Hal Kresser logo

By Hal Kresser, Hal Kresser Insurance Agency

There are many misconceptions about how much money you are entitled to recover when your truck is out of service due to an accident. You are entitled to recover the net income of the disabled vehicle from the at-fault party. You cannot make such a claim with your own insurance company unless “lost income” is covered in your policy. Not all insurance companies offer lost income coverage on commercial vehicles. As in all insurance claims, you must prove the loss or damage.

The records you keep are the key to a fast, fair settlement. You have to provide records listing the annual mileage, cost of fuel, average number of tows and average price per tow for that vehicle. You will then need to list the average expenses, such as fuel, labor and maintenance, etc. Unless you want to spend hours digging through receipts and invoices, keeping this information on a per-truck basis is advisable. Daily logs can work well for tracking. If you want to simplify things even more, using an inexpensive dispatch/accounting software package like Towbook© can be a huge timesaver. Those programs are tailor-made for the towing industry and give an owner this detailed info and more at the click of a mouse.

Net Income is the amount of profit (money) a business has after determining gross income and deducting all expenses like fuel, labor, maintenance, etc. In this simple example, all amounts are based on a six-month average. Start with $900 in receipts.
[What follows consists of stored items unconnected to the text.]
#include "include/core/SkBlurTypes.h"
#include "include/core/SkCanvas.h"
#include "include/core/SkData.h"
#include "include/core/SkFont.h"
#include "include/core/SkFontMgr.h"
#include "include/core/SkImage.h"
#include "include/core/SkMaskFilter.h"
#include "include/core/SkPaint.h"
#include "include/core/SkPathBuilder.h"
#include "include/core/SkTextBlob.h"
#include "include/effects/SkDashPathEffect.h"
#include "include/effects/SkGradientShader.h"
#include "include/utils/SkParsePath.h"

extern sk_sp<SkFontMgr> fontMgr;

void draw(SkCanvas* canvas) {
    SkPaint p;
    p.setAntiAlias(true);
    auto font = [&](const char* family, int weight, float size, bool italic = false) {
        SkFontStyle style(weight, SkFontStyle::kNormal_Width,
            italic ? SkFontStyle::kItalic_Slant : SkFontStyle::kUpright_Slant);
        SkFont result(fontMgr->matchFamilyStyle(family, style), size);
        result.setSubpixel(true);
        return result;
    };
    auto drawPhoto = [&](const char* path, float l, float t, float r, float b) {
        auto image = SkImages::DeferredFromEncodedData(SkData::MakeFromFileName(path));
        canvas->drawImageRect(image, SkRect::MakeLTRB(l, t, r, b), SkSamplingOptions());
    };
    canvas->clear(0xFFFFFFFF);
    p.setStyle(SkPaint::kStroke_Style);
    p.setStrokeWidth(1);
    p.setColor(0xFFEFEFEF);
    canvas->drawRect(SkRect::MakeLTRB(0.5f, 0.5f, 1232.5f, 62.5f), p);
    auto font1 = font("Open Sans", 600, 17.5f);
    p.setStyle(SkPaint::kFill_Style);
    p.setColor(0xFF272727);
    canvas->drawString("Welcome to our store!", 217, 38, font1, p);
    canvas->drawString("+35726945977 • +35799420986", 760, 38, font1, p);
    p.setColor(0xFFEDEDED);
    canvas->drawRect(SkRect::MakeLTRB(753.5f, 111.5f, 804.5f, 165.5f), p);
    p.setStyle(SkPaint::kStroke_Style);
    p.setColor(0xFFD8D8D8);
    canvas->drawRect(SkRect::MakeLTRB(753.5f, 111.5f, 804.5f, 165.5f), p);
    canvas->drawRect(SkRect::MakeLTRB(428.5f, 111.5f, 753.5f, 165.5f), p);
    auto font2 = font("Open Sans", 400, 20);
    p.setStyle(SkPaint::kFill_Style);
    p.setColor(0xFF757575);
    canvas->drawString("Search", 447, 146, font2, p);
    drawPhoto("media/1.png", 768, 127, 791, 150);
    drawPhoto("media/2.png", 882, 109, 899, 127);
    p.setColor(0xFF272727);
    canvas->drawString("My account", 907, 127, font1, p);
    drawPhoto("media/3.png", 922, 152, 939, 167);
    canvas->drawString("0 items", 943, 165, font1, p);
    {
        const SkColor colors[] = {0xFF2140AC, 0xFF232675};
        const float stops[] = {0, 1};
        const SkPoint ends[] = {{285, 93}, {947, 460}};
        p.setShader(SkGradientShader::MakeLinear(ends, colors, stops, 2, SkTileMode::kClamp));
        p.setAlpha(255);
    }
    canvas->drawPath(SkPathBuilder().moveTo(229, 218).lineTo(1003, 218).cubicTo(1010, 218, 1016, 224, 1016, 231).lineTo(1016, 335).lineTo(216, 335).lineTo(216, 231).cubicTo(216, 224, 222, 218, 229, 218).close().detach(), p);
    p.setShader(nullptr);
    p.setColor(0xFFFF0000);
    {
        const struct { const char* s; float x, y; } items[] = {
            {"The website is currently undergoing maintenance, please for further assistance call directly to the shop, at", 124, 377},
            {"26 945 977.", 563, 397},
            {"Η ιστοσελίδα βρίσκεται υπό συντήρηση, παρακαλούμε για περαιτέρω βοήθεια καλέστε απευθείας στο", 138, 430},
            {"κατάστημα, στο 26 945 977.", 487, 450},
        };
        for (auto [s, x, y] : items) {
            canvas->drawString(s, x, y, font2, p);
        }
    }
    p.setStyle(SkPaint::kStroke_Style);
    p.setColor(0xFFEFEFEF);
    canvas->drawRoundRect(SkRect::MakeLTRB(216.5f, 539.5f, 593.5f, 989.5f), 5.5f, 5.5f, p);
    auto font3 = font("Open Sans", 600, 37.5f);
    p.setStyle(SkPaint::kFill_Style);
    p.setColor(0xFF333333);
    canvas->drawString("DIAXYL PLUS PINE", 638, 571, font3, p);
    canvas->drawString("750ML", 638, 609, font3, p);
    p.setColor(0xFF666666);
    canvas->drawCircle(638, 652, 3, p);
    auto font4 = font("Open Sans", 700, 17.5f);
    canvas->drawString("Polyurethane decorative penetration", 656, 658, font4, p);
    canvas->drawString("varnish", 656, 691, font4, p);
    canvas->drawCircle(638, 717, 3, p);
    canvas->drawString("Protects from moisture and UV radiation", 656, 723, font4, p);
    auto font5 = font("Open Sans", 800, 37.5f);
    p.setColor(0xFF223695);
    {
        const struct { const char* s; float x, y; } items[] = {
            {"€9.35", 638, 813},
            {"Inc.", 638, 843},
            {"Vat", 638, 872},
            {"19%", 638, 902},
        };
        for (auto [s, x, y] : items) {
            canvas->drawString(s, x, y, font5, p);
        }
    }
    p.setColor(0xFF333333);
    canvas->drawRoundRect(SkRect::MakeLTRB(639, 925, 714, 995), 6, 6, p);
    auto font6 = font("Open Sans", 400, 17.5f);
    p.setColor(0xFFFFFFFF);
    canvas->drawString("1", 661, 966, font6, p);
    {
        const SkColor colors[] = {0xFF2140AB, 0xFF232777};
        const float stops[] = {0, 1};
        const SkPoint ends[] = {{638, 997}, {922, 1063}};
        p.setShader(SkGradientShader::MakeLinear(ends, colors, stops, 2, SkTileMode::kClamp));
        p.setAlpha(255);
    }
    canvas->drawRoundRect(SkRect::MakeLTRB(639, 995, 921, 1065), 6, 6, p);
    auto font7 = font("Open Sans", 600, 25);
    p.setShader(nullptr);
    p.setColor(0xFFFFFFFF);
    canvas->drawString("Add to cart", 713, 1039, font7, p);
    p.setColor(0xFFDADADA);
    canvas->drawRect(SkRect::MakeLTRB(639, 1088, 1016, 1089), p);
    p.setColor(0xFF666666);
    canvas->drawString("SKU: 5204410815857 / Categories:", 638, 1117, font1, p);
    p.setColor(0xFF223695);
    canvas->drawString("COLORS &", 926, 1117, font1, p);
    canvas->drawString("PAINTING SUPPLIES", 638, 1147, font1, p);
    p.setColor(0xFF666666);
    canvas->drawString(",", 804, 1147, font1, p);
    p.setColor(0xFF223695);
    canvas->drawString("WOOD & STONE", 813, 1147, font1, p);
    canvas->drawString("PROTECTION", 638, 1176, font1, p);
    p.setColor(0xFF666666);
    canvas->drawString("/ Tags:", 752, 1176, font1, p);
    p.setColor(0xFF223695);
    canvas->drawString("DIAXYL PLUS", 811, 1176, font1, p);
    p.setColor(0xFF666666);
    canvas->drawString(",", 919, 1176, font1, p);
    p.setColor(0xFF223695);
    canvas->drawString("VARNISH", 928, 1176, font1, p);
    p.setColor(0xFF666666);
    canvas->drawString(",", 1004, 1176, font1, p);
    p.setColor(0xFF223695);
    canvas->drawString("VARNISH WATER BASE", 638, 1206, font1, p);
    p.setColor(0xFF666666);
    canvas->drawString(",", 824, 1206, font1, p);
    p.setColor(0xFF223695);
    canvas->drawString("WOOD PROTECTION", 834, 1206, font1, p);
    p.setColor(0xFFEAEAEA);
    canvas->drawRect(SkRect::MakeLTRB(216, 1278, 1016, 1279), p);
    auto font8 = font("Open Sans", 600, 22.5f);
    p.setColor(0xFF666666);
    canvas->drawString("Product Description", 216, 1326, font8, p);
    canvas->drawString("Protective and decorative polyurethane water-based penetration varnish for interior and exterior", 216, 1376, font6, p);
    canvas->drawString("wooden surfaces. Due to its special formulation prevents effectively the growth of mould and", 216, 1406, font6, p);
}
Then subtract $128 fuel, $150 labor and $20 maintenance, and you are left with an average daily income of $602. Multiply that by the number of days the truck is out of service, and you have the amount you can claim.

Now you simply need to prepare a cover letter to the claims adjustor detailing the claim for lost income. Include the total amount of lost income and make sure you attach the supporting documentation as outlined above. Neatness counts!

Documentation and reports that are well laid out and organized will build your credibility with the adjustor.